先日、上野・東京都美術館で開催されている「ルーヴル美術館展 フランス宮廷の美」に行った。18世紀のフランス宮廷で使用されていた豪華な美術工芸品の数々。富と権力の象徴である金銀や宝石が惜しみなく用いられた食器や時計、花瓶、小物入れ等の贅沢品の数々はどれもがとにかくゴージャスでうっとりと見惚れてしまう。
だが中には、華美ではあるが"洗練された"とは言い難い、審美的センスを疑ってしまうような展示品もあった。例えば繊細な蒔絵が施された日本製の漆器を、フランスの職人が、金光りした台座や取っ手をくっつけてアレンジした調度品。美しい梅の木の模様が入った中国製の青磁の壺に、模様をまったく無視して金メッキの装飾で覆った作品。日本の漆器職人や中国の陶芸家が見たらさぞガッカリするだろうなと苦笑してしまう。「蛇足」という概念は当時のフランス宮廷には恐らくなかったに違いない。そんな"過剰の美学"こそが当時のヴェルサイユ文化の真髄と言えるのかもしれないが。
確かに金銀細工をあしらった工芸品は美しいが、トゥーマッチな輝きはかえってチープに見える。華やかなドレスに身を包んだマリー=アントワネットは当時の女性たちの羨望の的だったが、頭に船を乗せてしまうほどに極端に飾り立てた髪型は社会風刺の的になった。"絶妙/行き過ぎ"の分水嶺を的確に見極めることができるかどうかは、その人の腕やセンスに委ねられている。
何事もさじ加減が肝心。だがそれはとても難しいことでもある。それは今月発刊した機関誌『てら子屋 vol.10』の編集作業の中でもつくづく思い知ったことだ。
「本」というのは、伝えたいことを伝えるためにある。だからもちろんその大前提には、つくり手の伝えたい思いや熱意がある。だが、つくり手の思いや情熱を一方的に押し付けるような読み物は、暑苦しすぎてむしろ読者を白けさせる。それを避けるには、読み手がニュートラルに自分なりの意見や疑問を自由に持てる余地を残さなければならない。そのためにはつくり手の側も、客観的な姿勢であったり、時には批判的な眼差しも交えて誌面づくりに取り組むクールさも求められるのだ。

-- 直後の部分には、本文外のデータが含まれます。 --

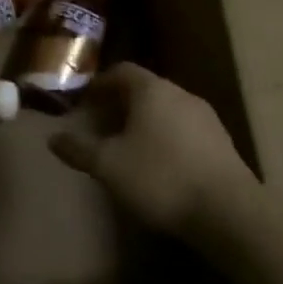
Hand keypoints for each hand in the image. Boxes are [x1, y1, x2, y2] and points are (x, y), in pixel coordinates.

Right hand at [49, 64, 255, 234]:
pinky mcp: (222, 144)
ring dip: (146, 122)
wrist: (229, 213)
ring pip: (167, 110)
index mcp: (152, 90)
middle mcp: (180, 94)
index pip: (122, 71)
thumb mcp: (109, 166)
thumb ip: (79, 150)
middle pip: (145, 89)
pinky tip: (160, 165)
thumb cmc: (161, 178)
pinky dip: (167, 138)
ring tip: (128, 146)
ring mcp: (206, 118)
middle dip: (121, 104)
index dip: (100, 84)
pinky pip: (185, 130)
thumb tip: (53, 139)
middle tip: (101, 125)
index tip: (84, 101)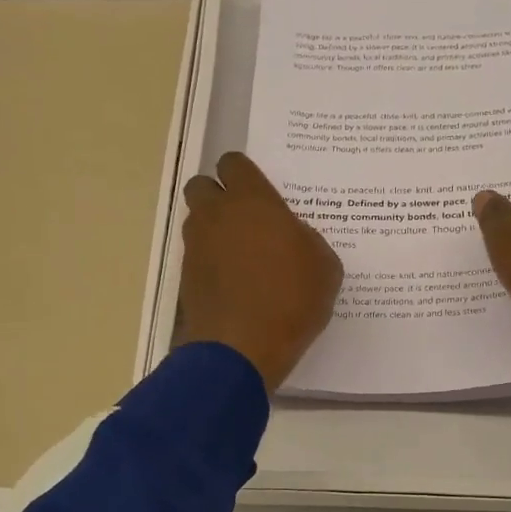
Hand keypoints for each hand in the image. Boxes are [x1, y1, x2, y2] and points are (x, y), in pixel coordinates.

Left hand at [178, 152, 342, 391]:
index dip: (246, 174)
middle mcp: (216, 216)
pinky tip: (235, 285)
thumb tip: (294, 237)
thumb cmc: (292, 300)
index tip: (262, 193)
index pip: (234, 163)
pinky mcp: (186, 278)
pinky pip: (198, 257)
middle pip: (203, 186)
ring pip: (198, 222)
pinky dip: (211, 263)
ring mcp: (196, 247)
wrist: (242, 348)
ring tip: (243, 257)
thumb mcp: (325, 267)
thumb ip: (307, 240)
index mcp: (252, 202)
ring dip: (215, 231)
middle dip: (220, 197)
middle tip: (247, 221)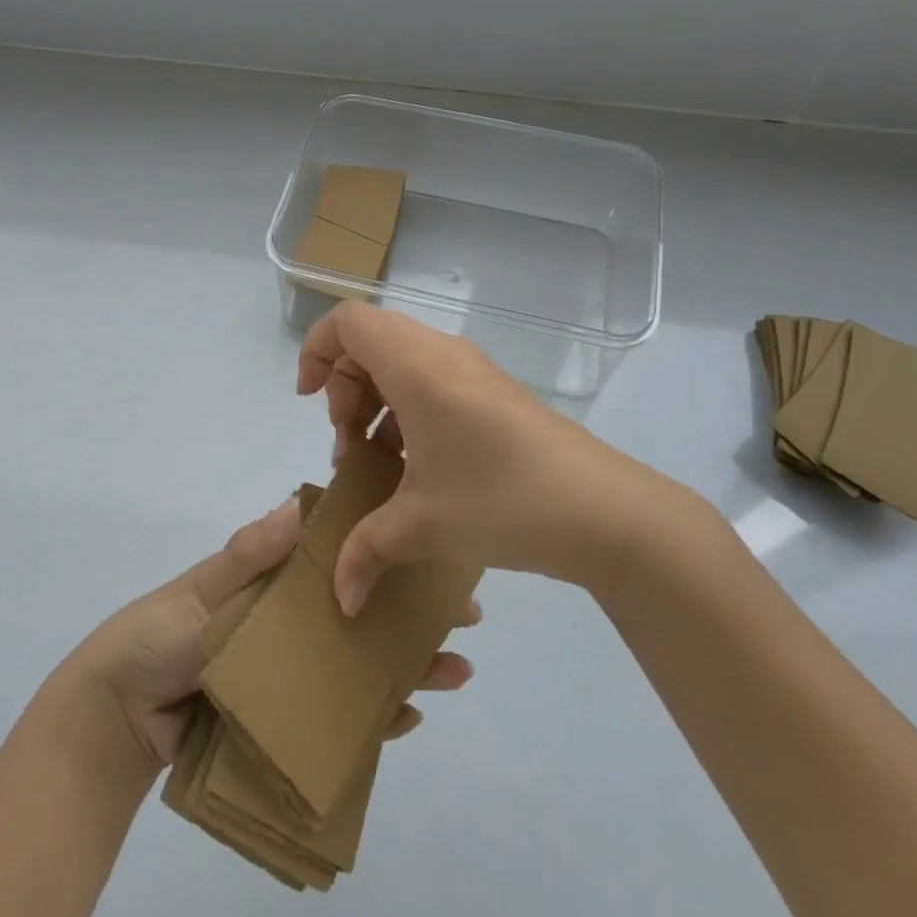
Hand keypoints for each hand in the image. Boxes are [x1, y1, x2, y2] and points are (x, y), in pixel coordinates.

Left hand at [67, 496, 477, 767]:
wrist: (120, 715)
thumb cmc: (159, 634)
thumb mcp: (202, 589)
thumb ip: (249, 554)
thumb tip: (299, 502)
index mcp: (276, 579)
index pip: (342, 557)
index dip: (385, 552)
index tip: (433, 548)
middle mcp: (295, 620)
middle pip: (363, 610)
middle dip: (413, 611)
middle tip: (465, 618)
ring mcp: (296, 670)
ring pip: (361, 662)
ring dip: (407, 665)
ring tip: (455, 672)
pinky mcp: (290, 717)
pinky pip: (341, 716)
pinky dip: (374, 717)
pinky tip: (407, 718)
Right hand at [298, 302, 692, 610]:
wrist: (605, 512)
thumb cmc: (504, 500)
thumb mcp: (424, 526)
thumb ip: (366, 551)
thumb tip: (339, 596)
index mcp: (417, 366)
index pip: (348, 320)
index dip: (316, 351)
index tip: (311, 402)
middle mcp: (442, 354)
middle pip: (370, 341)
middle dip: (344, 388)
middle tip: (348, 444)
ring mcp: (472, 370)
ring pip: (400, 361)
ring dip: (375, 401)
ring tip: (378, 460)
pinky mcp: (492, 392)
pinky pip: (431, 379)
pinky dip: (407, 410)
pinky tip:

今回の『てら子屋』のためのインタビュー取材で、私は「学び」に携わるさまざまな活動を実践する人々の話を聞き、「思い」を受け取った。取材から戻ってきて早速記事を書いてみた。だが、取材で見聞きした物事やインタビュイーの方々の思いの全てを盛り込み、そこにさらに自分の意見も注ぎ入れたレポートを書いているとあっという間に字数オーバー。しかも読み返すと「こんな素晴らしい活動を行っている人たちに感激した!」という筆者の感動のお裾分けのような独り善がりな読み物。第一、文章にメリハリがなくて読みにくい。
もう一度記事を練り直すにあたっては、先輩のアドバイスを受けたり、新聞や雑誌の記事を読んだりした。その中で、書き手としての論理的なストラテジーや客観的態度といったものの重要性もだんだんとわかってきた。例えば、まず取材目的や活動団体の概要といった、最低限読者と共有すべき情報を明確に説明すること、そしてインタビュー内容も全部を紹介するのではなく、その記事を通して最も伝えたいことから逆算して掲載すべき「材料」を厳選すること、そして押し付けでない読み物にするには時には取材対象と適切な距離感をとるも大事であること等々。
もちろん大学の論文や企業の報告書ではないのだから、客観性は見失うことなく、しかし最終的にはインタビュイーたちの思いが伝わり、そこに筆者の意見が加わり、幅広い読者に楽しんでもらえる読み物になるのが一番良い。伝えたい熱意の「赤」と、伝えるためのテクニックとしてのクールな「青」とをどのようにうまく混ぜたら絶妙な「ムラサキ」を出せるかを、大いに試行錯誤しながら記事を書かせてもらったのが今回の『てら子屋vol.10』だった。
「何事もバランスが大事だよ」とはよく言うが、しかし適切なバランス感覚を身に付けることは言うほどに容易くない。そういえば計量スプーンもカップも使わずに、しょうゆと砂糖とみりんとお酒を適当に入れて作る母の肉じゃがのあの絶妙な味が、まだどうしても私に真似できないように、バランス感覚というのもきっと頭でスタティックに学習していくのではなく、実体験の積み重ねのダイナミズムの中で体得していくしかないものなのだろう。